Understanding (-1, 1) in Polar Coordinates
The point (-1, 1) in the Cartesian coordinate system represents a point that is 1 unit to the left of the origin and 1 unit above the origin. However, the same point can be expressed in polar coordinates using a different system. Let's explore how to convert this point and understand its representation in polar coordinates.
Polar Coordinates Explained
Polar coordinates use a different framework to locate points on a plane. Instead of using horizontal (x) and vertical (y) axes, polar coordinates use:
- Radius (r): The distance from the origin to the point.
- Angle (θ): The angle measured counter-clockwise from the positive x-axis to the line connecting the origin and the point.

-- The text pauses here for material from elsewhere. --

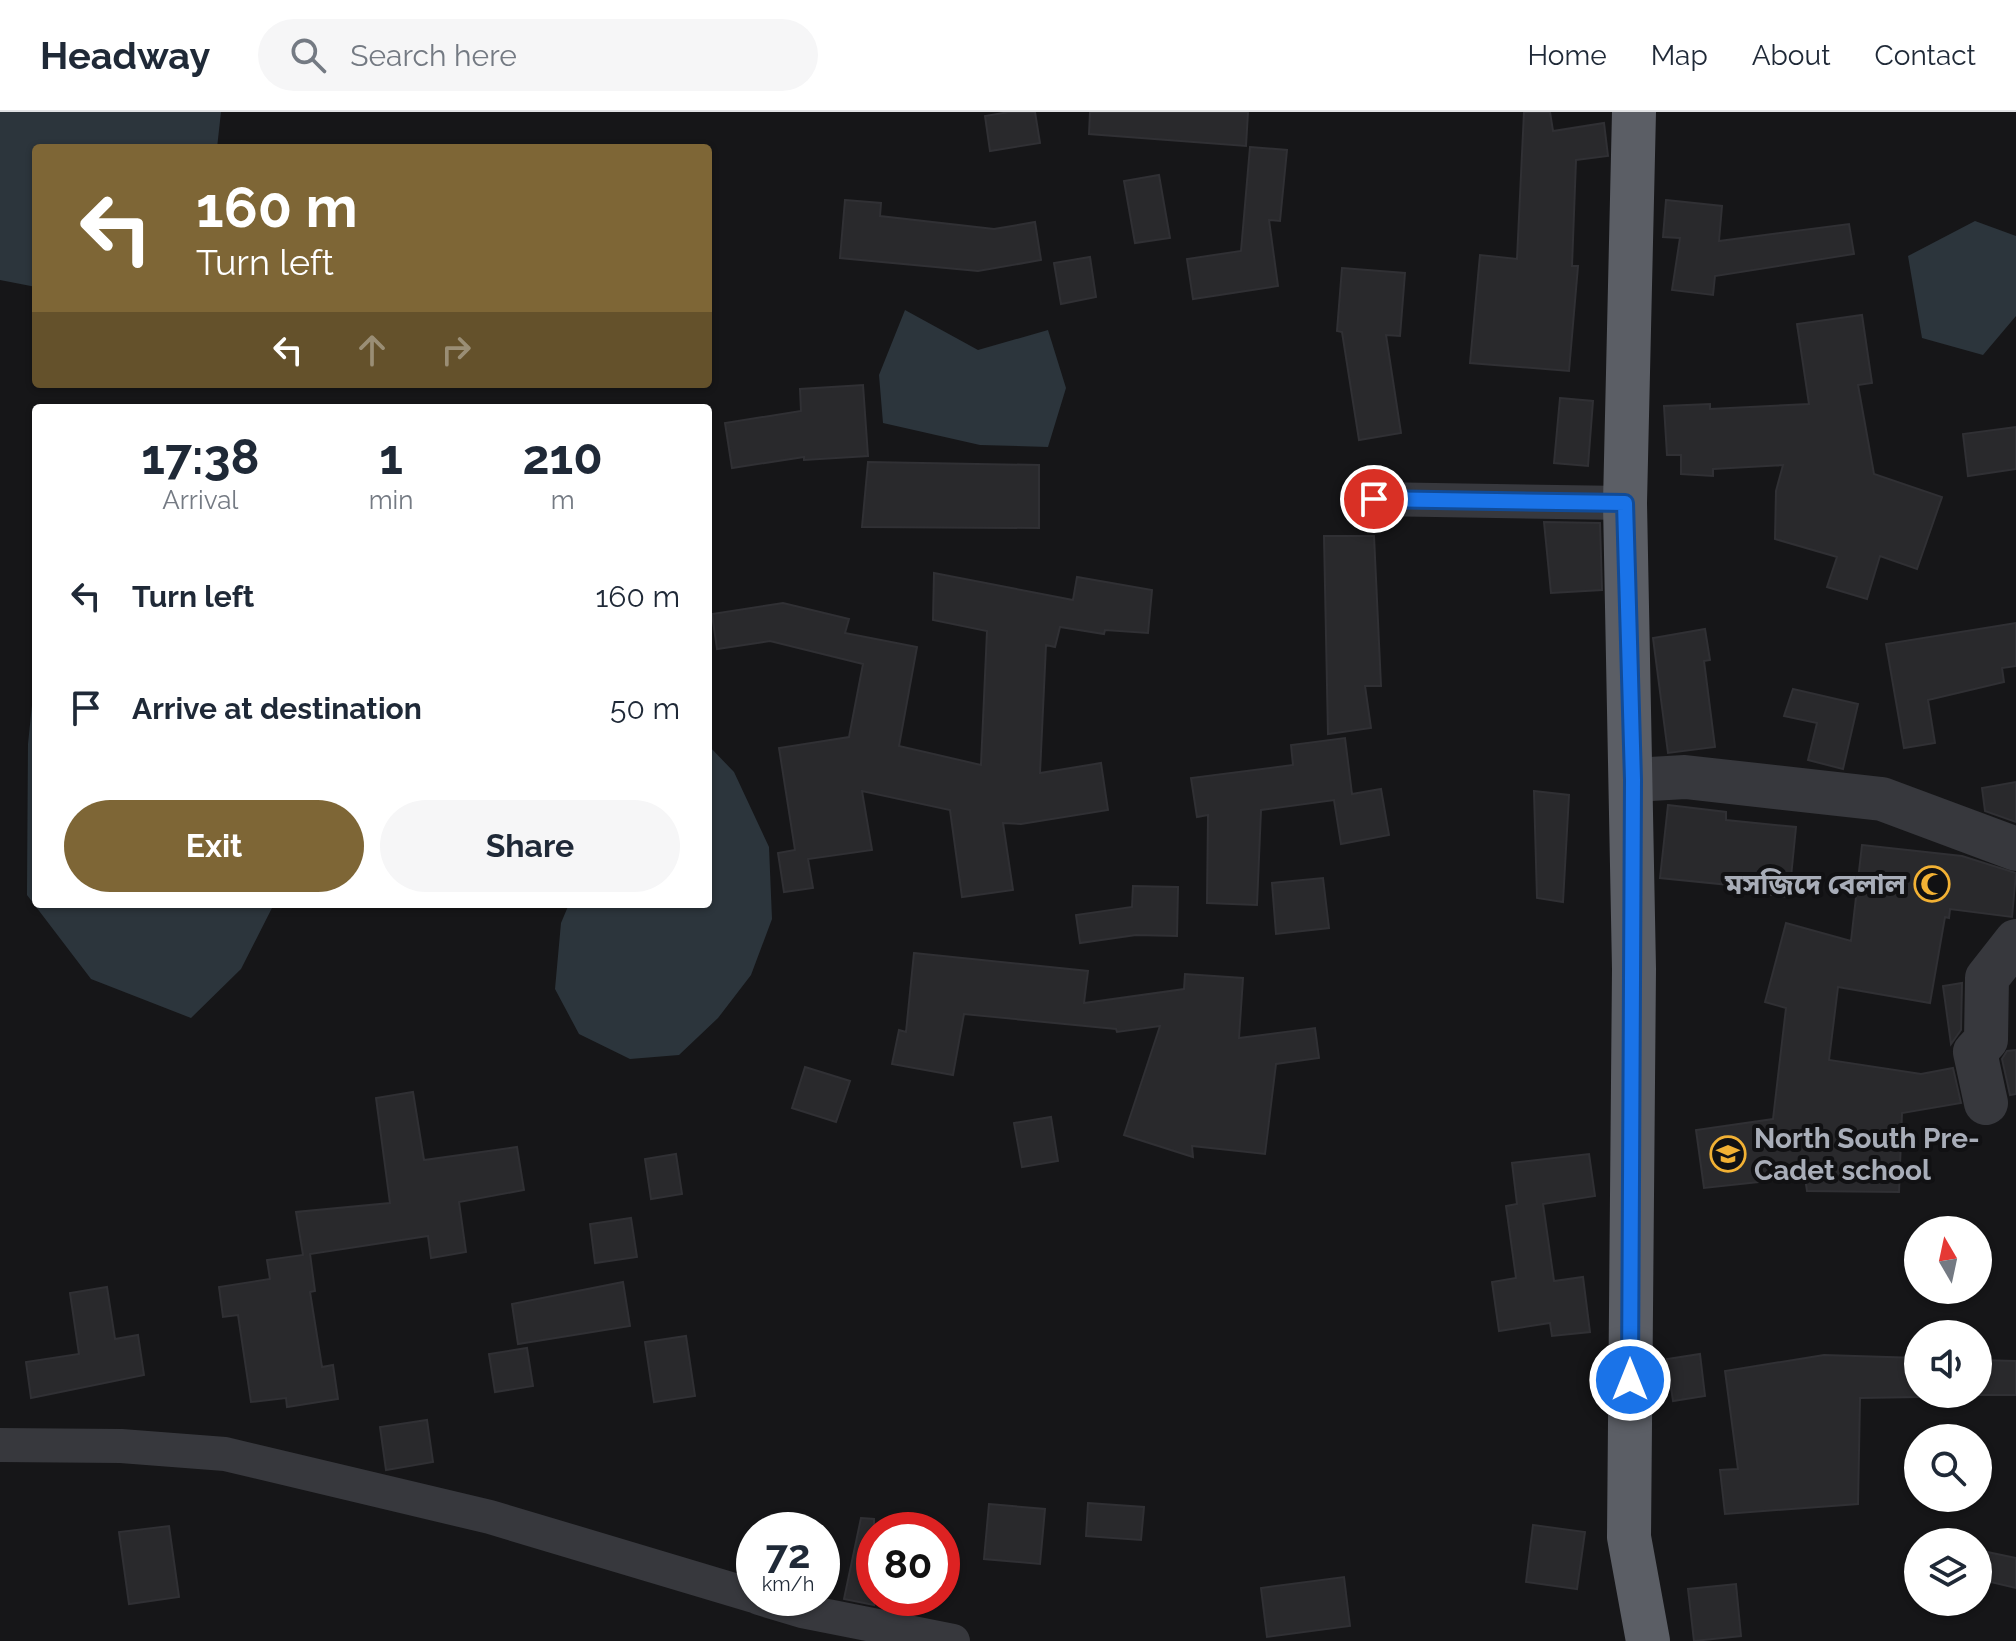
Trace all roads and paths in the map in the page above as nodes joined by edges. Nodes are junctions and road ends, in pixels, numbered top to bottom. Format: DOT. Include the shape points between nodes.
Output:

Converting (-1, 1) to Polar Coordinates
To convert (-1, 1) to polar coordinates, we need to find its radius and angle:
1. Finding the Radius (r)
We can use the Pythagorean theorem to find the radius:
- r² = x² + y²
- r² = (-1)² + (1)²
- r² = 2
- r = √2
2. Finding the Angle (θ)
We can use trigonometry to find the angle:
- tan(θ) = y/x
- tan(θ) = 1/-1
- θ = 135° (or 3π/4 radians)
Since (-1, 1) lies in the second quadrant, the angle is greater than 90° and less than 180°.
Representing (-1, 1) in Polar Coordinates
Therefore, the polar coordinates of the point (-1, 1) are (√2, 135°) or (√2, 3π/4).
Important Notes
- The angle in polar coordinates can be expressed in degrees or radians.
- The angle can be positive or negative depending on the direction of rotation.
- The radius is always positive.
- The same point can be represented by multiple sets of polar coordinates due to the periodic nature of angles.
Understanding the conversion process from Cartesian to polar coordinates allows us to represent points in a different coordinate system, offering a different perspective on their location and relationships. This is particularly useful in various fields like physics, engineering, and mathematics.